Work instructions: Would you find each line in the entries below with the string "LINKWAY" and copy it?

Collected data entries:

*** Begin section ***

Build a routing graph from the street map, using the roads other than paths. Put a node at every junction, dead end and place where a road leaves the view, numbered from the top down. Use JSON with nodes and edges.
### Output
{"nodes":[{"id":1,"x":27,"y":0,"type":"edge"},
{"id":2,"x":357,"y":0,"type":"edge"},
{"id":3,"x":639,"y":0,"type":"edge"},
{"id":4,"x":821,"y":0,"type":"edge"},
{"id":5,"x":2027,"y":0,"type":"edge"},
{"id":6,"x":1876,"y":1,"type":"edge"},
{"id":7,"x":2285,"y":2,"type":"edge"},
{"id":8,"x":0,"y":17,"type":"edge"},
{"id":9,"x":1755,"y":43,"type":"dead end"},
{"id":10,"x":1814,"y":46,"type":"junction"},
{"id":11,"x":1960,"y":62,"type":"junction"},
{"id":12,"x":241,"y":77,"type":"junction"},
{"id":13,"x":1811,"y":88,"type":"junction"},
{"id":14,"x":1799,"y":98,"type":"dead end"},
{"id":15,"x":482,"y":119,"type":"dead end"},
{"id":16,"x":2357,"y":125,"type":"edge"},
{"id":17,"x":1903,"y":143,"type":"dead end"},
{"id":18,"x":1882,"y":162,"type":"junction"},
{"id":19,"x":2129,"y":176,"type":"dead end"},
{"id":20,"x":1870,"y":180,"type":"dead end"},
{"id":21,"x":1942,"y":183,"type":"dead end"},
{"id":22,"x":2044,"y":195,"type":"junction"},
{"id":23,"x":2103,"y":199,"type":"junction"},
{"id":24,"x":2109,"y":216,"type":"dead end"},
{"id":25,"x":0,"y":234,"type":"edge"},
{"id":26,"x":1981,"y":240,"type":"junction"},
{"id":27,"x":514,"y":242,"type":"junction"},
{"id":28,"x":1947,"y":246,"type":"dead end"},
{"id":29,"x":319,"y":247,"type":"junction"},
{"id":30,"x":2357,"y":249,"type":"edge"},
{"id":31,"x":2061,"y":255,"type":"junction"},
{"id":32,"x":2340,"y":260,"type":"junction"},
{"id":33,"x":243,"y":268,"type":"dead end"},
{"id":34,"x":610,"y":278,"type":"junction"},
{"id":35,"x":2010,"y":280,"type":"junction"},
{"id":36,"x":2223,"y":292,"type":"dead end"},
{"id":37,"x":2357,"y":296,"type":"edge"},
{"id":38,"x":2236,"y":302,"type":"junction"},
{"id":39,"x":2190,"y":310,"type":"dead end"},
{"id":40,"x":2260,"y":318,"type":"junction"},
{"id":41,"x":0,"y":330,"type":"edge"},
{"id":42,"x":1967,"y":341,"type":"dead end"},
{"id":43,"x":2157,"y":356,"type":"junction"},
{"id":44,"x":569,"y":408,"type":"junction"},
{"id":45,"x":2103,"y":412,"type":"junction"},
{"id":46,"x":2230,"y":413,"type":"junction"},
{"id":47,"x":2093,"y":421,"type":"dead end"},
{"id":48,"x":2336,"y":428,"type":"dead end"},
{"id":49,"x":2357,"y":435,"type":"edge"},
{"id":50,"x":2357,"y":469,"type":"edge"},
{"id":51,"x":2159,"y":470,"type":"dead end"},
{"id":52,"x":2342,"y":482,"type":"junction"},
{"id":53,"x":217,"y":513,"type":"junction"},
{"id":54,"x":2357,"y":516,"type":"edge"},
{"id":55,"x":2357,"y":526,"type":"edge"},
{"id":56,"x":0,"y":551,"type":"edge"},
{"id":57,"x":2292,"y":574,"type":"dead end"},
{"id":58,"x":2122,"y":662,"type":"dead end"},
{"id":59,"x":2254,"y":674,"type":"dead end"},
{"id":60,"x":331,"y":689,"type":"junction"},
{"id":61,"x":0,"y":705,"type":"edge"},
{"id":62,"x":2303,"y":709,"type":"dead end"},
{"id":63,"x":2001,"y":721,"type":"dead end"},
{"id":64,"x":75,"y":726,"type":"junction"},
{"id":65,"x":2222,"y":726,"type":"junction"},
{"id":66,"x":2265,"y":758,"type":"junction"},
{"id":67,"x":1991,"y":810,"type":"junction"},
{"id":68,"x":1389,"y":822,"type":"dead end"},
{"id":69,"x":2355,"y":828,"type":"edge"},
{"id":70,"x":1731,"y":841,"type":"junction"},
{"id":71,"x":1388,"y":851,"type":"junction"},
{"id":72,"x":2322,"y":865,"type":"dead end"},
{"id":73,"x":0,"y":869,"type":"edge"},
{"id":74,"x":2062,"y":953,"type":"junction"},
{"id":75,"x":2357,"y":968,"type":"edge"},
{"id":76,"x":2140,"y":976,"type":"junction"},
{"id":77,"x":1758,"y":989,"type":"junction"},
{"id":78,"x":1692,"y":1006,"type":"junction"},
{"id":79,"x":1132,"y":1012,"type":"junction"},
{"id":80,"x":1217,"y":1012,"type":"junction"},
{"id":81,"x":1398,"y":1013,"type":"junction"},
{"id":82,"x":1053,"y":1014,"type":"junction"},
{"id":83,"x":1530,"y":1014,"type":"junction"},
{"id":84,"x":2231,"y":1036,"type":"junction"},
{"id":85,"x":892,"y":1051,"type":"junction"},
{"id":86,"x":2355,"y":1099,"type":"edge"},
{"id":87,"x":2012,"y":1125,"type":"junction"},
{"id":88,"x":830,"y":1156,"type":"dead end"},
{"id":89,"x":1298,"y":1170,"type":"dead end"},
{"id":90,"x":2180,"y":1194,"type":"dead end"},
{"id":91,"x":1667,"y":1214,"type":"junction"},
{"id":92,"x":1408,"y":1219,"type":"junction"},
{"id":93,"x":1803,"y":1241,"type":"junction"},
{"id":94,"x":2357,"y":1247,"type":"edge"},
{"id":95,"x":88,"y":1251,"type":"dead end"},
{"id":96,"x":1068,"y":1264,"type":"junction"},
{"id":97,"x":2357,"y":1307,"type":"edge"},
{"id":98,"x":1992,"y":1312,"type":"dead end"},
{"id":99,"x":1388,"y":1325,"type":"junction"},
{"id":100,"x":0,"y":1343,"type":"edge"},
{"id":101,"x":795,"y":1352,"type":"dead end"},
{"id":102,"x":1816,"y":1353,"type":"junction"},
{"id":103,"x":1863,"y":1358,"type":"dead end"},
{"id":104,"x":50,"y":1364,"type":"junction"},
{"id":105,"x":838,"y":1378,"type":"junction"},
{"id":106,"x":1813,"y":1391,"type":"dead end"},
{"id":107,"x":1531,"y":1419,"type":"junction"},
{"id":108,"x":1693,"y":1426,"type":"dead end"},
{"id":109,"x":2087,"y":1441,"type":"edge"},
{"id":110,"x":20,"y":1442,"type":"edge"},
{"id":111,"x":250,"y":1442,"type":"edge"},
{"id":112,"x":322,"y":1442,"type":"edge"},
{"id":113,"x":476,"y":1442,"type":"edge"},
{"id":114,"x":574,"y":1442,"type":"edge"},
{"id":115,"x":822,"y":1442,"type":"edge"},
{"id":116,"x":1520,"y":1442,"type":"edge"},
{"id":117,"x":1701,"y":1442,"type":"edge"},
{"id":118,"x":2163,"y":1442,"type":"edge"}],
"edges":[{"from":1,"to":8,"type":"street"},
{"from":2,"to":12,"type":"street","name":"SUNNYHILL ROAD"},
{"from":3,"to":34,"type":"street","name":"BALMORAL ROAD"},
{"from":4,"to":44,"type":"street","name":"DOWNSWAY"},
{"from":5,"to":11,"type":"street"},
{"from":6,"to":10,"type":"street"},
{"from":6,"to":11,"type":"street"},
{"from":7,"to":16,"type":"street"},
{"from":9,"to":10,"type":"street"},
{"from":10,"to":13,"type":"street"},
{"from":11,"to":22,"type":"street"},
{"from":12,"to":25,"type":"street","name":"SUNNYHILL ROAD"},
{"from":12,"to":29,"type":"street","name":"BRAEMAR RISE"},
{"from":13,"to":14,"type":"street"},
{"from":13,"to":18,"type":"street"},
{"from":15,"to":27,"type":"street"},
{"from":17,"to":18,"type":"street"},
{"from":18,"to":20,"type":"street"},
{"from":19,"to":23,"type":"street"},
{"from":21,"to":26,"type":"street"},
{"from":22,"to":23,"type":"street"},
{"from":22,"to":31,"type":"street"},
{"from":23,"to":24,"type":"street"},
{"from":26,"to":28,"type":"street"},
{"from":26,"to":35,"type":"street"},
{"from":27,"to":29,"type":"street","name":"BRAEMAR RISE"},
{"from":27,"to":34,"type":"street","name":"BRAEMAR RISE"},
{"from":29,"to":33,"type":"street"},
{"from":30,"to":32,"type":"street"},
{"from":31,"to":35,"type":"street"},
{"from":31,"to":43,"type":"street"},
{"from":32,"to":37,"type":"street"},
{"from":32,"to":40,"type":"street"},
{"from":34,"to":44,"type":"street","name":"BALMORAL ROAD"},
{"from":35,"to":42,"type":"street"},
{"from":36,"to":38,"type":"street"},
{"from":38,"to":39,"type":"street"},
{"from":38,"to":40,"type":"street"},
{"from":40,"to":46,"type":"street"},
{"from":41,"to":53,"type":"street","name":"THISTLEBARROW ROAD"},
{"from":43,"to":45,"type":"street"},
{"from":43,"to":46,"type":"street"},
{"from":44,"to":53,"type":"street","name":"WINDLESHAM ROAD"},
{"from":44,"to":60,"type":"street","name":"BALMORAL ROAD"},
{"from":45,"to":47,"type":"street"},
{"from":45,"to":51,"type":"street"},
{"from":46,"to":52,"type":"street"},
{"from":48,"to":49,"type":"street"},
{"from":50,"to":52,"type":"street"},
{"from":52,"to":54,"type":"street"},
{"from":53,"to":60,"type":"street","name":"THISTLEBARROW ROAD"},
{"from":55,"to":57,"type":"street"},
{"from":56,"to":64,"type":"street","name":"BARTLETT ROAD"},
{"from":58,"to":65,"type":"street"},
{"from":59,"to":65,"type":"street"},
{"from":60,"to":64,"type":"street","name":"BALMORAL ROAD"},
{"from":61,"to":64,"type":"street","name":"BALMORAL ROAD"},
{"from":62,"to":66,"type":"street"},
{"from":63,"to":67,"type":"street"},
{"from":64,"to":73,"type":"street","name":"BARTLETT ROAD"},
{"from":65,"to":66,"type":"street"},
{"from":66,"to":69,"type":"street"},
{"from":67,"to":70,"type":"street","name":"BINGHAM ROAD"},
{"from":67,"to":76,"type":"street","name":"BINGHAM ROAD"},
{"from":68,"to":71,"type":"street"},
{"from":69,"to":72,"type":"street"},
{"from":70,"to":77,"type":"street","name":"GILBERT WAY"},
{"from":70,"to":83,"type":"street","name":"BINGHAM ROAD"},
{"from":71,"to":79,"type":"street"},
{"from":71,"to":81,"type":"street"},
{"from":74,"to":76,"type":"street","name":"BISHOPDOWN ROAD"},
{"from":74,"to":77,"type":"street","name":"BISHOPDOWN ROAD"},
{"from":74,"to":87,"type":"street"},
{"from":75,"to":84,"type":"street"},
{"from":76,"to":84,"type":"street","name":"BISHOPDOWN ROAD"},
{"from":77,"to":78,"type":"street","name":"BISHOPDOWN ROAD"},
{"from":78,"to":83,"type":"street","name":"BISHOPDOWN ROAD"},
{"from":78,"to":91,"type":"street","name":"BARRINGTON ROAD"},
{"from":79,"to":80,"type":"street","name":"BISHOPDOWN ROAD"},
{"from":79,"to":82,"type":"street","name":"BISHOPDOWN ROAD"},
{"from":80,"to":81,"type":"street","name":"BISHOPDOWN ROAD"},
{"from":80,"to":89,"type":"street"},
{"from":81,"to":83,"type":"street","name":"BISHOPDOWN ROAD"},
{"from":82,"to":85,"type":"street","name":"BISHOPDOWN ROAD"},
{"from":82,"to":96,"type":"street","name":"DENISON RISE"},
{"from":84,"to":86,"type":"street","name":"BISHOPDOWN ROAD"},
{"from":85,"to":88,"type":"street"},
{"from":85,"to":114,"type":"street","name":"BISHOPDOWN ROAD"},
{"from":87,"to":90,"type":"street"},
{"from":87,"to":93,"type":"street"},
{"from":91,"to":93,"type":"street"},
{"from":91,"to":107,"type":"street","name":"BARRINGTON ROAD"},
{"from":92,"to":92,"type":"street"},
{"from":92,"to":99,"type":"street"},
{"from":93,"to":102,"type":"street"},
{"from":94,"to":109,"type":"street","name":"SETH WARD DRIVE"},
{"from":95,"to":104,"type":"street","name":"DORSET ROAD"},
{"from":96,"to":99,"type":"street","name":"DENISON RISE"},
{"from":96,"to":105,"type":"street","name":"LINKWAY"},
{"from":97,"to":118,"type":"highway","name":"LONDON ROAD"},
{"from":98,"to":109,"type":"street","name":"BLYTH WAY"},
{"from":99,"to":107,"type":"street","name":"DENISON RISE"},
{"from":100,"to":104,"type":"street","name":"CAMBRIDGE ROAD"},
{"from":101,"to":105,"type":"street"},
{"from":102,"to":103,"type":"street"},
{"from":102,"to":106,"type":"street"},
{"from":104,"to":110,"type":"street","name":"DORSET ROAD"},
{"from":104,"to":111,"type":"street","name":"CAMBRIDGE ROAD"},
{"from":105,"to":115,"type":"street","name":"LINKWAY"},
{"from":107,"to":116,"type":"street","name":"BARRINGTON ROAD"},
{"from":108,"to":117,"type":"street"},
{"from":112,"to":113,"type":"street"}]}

*** End section ***

Answer:
{"from":96,"to":105,"type":"street","name":"LINKWAY"},
{"from":105,"to":115,"type":"street","name":"LINKWAY"},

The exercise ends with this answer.